• **GOAL OF THE EXERCISE**: From the records below, transcribe only the lines running from the one with "thumb ip: (323, 386)" through the one with "pinky pip: (471, 402)". Keep both of those end lines.

• **PROVIDED MATERIAL**:
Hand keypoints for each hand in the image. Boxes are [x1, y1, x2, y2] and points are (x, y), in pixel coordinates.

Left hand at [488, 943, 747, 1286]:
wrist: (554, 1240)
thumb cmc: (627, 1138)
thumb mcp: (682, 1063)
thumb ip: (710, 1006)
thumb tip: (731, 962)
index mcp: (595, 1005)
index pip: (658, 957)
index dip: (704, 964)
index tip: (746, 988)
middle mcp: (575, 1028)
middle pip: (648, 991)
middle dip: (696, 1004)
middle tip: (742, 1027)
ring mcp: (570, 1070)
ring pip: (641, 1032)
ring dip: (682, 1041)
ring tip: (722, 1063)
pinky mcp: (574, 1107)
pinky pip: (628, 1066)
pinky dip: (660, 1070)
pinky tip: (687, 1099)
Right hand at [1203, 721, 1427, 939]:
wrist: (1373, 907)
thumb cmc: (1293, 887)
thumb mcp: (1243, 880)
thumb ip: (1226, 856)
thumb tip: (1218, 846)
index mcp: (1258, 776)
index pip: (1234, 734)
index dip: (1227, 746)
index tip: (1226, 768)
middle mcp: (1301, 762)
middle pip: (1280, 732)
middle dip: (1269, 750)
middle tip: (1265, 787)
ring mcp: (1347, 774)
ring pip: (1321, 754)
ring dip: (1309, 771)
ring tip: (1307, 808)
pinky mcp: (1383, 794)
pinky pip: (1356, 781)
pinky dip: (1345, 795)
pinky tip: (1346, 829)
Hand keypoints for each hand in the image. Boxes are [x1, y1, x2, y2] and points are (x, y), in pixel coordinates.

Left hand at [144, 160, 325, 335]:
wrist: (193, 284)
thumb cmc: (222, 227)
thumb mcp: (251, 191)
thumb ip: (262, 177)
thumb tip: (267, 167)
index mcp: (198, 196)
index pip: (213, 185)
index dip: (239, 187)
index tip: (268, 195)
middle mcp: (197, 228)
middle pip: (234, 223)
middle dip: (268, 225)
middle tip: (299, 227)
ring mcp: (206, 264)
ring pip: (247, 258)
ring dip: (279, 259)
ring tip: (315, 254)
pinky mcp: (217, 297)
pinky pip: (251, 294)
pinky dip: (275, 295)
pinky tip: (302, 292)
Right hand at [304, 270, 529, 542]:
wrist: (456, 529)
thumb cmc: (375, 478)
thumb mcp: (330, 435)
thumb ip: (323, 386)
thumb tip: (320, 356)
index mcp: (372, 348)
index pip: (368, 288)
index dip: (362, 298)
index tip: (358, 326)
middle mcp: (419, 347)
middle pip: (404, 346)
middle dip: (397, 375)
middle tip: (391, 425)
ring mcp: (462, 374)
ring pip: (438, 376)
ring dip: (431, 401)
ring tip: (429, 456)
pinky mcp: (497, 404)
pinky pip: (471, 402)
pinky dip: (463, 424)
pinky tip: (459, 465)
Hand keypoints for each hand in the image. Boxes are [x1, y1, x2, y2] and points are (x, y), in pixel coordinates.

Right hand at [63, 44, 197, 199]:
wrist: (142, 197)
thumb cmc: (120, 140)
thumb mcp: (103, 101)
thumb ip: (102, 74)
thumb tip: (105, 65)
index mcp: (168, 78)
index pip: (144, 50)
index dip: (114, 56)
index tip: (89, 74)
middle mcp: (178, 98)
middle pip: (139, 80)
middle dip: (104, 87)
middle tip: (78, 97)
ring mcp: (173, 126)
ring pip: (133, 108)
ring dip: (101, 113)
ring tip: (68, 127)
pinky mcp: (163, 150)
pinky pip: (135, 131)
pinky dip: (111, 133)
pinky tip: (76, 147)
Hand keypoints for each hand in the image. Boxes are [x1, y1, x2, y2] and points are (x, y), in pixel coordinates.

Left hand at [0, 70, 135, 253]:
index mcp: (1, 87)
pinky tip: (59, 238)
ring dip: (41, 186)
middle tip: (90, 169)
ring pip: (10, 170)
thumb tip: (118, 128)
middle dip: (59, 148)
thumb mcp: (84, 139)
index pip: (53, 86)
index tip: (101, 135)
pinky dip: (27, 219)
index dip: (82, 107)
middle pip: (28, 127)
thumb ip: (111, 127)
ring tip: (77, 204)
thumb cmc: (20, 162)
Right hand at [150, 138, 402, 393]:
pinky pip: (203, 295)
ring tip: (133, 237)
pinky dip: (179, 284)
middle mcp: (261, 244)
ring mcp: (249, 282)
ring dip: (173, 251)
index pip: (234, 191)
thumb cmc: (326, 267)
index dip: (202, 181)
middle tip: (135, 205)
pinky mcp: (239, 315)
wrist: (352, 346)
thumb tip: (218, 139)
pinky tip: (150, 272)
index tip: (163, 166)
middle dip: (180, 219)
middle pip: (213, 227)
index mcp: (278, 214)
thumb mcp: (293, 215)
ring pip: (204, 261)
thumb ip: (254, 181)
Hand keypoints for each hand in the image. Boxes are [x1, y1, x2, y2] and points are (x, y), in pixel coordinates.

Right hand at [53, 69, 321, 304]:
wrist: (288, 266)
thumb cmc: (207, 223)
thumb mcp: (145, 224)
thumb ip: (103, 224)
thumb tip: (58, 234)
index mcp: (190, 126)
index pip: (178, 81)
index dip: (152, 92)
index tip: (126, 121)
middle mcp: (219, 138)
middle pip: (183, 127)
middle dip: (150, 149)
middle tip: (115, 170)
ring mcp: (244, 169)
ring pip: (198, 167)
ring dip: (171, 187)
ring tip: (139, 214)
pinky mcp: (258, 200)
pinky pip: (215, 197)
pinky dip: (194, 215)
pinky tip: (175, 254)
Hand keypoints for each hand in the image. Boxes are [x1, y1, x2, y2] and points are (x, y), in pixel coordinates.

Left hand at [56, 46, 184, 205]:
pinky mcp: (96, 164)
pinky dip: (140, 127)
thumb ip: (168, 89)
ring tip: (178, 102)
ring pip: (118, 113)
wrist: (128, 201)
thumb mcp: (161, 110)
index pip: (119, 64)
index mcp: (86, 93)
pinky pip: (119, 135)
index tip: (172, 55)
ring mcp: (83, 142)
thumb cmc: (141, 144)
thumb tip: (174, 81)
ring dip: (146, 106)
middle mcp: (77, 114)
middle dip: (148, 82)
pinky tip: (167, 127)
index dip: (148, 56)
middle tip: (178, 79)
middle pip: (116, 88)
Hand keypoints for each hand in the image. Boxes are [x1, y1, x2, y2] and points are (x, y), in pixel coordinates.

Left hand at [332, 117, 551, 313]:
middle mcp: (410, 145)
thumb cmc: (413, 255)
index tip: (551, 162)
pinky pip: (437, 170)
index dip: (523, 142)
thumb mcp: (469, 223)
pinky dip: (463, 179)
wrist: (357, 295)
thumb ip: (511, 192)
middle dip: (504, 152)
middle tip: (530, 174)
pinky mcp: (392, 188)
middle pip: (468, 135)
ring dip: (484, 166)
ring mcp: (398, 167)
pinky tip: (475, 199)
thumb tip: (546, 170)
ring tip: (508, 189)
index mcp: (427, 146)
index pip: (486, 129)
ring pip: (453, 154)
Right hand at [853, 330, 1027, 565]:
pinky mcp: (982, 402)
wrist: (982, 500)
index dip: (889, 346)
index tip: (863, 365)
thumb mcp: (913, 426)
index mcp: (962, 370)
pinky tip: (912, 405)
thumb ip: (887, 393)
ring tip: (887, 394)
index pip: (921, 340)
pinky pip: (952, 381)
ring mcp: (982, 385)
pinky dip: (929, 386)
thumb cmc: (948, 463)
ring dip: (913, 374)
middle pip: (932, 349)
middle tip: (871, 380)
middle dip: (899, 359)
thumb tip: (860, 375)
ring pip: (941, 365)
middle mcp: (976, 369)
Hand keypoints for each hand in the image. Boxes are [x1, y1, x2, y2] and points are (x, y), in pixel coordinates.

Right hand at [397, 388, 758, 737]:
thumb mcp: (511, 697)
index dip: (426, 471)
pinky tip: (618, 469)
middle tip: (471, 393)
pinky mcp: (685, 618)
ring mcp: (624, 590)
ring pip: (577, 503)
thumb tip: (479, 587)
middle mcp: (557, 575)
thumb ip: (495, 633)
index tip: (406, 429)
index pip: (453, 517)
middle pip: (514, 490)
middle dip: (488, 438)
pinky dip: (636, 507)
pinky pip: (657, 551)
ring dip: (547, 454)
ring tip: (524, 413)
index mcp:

• **RESPONSE TO THE EXERCISE**:
thumb ip: (323, 386)
thumb tip: (320, 356)
index mcp: (372, 348)
index pip: (368, 288)
index dip: (362, 298)
index tip: (358, 326)
middle mcp: (419, 347)
middle pip: (404, 346)
middle dip: (397, 375)
middle tip: (391, 425)
ring mcp: (462, 374)
ring pip: (438, 376)
ring dip: (431, 401)
ring tip: (429, 456)
pinky mcp: (497, 404)
pinky pip: (471, 402)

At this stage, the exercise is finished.